Your goal
Going line by line through the data below, how many lines contain the word "Studdridge"? Give only the number.

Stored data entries
■ ■ ■ ■
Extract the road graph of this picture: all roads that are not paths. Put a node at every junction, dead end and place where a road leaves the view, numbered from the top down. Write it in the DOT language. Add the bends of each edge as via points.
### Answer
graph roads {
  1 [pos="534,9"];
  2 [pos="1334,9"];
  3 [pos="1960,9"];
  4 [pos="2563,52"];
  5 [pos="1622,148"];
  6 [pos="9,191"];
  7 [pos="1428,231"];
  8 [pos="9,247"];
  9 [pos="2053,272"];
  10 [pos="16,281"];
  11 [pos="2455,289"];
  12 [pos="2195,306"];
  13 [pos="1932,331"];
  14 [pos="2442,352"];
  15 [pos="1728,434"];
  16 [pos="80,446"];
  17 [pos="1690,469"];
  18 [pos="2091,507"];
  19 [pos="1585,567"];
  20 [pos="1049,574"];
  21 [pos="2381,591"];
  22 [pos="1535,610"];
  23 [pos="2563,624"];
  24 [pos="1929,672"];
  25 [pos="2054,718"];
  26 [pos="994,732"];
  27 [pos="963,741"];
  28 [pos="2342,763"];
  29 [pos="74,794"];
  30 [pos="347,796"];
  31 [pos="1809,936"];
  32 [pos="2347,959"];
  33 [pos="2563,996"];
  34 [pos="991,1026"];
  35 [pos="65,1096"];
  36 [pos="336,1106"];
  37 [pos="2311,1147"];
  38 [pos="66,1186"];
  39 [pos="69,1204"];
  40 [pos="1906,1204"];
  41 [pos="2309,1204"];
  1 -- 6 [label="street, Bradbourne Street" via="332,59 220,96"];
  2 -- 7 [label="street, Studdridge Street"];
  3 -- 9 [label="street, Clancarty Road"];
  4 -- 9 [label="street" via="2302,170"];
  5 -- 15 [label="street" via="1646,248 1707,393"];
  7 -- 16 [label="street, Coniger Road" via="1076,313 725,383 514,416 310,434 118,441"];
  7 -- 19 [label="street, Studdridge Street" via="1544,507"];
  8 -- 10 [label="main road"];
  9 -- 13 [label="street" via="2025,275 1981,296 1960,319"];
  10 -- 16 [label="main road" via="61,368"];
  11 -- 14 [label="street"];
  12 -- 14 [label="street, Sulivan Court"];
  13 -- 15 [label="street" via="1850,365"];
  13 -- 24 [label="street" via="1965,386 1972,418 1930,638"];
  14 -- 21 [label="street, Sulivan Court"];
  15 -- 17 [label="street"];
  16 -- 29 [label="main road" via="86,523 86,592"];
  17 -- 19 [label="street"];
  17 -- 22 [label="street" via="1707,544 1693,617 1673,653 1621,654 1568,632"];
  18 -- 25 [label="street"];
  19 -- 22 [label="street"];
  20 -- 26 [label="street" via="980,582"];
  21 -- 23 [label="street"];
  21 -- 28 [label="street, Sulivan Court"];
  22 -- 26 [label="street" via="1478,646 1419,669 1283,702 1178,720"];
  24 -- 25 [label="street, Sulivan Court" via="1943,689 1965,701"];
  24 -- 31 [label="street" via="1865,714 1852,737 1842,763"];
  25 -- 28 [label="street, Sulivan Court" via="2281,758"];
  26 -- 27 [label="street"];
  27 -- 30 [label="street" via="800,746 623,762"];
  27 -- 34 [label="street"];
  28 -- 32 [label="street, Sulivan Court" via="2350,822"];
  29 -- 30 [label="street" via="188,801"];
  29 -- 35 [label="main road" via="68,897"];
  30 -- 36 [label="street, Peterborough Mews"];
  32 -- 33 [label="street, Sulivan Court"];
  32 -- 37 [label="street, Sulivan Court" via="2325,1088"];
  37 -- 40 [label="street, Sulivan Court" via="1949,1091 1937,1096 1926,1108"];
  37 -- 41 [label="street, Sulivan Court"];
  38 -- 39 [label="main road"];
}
■ ■ ■ ■
Reply to the task
2